(Collected data entries)

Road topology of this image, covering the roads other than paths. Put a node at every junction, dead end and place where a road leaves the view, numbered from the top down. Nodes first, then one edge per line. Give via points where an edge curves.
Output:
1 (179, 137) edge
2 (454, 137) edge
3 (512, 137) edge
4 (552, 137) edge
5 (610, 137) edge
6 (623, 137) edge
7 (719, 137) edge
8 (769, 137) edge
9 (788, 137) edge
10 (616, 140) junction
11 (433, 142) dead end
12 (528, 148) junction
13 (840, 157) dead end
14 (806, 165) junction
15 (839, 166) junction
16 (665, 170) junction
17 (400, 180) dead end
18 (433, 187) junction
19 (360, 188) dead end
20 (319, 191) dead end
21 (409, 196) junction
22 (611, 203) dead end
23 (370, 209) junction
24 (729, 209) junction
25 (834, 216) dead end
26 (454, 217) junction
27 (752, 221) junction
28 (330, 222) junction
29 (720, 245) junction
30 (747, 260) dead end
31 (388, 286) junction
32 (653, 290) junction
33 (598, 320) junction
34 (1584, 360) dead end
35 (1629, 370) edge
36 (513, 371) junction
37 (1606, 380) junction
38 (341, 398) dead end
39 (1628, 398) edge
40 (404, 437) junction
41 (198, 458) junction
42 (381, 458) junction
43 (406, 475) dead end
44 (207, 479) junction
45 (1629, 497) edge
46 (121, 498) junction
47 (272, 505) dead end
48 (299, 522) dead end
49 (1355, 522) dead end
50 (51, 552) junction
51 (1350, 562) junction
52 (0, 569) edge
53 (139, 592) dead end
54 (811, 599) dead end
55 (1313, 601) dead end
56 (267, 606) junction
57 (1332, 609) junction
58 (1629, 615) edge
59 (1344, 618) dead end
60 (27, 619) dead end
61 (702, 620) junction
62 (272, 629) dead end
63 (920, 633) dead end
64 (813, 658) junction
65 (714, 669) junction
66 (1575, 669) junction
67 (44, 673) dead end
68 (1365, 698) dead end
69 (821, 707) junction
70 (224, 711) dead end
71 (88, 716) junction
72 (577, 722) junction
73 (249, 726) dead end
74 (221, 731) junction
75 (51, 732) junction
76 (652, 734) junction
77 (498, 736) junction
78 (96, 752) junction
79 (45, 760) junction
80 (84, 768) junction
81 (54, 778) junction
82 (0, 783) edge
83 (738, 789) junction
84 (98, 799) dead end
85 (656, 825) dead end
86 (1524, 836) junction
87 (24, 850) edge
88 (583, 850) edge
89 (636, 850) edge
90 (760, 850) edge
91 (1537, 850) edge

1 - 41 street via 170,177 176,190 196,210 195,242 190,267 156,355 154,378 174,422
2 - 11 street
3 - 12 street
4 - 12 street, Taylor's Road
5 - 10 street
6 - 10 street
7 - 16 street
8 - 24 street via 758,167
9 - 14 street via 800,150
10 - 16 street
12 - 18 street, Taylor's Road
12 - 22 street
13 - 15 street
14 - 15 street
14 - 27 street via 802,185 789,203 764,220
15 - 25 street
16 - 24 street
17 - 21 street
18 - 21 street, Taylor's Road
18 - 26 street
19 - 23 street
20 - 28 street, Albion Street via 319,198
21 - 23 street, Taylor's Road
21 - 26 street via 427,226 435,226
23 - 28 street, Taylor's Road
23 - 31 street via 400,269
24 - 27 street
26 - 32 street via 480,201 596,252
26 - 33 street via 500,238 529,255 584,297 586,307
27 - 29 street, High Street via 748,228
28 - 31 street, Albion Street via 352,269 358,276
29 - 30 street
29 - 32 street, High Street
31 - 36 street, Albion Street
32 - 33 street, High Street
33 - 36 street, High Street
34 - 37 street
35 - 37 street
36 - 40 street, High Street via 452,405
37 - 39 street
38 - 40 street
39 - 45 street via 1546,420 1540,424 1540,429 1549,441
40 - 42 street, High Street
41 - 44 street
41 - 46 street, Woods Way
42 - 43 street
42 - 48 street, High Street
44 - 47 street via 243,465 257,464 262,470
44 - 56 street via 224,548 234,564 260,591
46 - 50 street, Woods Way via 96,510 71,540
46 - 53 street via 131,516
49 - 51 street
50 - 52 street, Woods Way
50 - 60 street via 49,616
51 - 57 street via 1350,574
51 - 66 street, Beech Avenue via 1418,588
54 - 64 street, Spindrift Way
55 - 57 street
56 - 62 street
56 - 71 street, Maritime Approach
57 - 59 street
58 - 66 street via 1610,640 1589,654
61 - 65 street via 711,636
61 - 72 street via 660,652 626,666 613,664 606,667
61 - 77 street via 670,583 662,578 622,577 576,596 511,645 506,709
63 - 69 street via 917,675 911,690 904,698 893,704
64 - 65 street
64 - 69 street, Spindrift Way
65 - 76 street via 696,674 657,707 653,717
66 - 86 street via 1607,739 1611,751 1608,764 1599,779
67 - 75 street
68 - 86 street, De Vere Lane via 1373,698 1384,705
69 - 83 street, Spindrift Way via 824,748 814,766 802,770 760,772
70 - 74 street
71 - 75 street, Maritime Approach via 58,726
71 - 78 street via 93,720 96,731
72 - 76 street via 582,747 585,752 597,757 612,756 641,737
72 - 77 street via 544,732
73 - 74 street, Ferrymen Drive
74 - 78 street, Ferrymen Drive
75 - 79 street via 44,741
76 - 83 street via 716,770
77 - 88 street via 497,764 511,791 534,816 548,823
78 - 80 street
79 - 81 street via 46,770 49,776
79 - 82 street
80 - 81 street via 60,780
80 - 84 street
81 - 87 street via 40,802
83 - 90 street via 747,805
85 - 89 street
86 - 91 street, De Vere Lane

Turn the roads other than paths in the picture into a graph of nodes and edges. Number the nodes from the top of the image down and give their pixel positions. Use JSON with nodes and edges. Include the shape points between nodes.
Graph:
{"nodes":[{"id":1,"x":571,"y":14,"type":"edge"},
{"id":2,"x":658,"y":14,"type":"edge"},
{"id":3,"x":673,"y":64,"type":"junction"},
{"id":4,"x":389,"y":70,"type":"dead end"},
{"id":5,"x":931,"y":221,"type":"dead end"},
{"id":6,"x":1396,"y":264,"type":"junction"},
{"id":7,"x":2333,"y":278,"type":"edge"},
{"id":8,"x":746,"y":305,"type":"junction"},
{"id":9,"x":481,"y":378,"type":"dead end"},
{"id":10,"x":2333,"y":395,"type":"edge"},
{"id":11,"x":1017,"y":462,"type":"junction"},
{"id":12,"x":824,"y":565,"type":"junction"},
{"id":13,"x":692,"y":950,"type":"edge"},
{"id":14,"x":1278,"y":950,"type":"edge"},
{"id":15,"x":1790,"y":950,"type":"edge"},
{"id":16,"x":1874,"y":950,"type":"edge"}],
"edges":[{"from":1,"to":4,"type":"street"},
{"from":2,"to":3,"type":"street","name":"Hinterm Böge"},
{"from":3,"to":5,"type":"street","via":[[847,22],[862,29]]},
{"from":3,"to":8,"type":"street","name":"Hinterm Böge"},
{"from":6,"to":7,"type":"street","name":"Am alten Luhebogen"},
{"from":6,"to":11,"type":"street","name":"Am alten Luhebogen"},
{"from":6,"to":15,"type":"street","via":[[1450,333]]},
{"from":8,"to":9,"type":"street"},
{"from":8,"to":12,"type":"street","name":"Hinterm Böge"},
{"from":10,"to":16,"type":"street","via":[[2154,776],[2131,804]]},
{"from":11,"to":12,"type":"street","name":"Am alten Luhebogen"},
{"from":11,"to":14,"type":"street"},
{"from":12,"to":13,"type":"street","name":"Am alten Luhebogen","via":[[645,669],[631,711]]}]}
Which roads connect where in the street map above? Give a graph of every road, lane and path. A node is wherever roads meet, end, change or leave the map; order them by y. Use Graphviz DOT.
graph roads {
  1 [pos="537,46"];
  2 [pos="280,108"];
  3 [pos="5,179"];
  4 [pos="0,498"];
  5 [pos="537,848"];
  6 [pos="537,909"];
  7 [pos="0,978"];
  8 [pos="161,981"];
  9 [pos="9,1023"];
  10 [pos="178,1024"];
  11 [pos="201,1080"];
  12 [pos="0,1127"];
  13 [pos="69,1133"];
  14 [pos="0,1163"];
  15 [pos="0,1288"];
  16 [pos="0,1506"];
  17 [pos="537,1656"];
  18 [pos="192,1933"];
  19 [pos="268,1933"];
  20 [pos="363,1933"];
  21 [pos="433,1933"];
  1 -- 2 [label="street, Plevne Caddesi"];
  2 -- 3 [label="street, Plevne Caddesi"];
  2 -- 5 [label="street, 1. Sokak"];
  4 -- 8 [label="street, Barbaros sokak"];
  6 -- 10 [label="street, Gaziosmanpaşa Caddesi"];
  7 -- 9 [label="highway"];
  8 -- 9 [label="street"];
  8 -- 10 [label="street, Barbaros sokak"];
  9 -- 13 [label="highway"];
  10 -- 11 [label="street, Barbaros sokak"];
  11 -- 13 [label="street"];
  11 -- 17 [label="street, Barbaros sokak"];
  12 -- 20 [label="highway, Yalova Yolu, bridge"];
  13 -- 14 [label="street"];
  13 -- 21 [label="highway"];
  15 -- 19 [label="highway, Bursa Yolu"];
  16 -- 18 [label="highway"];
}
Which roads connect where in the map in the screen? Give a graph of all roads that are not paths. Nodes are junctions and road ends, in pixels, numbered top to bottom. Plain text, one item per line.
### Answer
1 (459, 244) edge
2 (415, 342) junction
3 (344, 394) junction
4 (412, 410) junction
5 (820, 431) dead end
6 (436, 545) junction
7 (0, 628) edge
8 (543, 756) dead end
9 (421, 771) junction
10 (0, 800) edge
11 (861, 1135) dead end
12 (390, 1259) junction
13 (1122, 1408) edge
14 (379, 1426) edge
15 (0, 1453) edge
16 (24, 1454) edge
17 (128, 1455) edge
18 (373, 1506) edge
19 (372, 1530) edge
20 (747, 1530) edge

• [Exercise aim]
In the records above, collect each line with "than".

• [Output]
Road topology of this image, covering the roads other than paths. Put a node at every junction, dead end and place where a road leaves the view, numbered from the top down. Nodes first, then one edge per line. Give via points where an edge curves.
Turn the roads other than paths in the picture into a graph of nodes and edges. Number the nodes from the top of the image down and give their pixel positions. Use JSON with nodes and edges. Include the shape points between nodes.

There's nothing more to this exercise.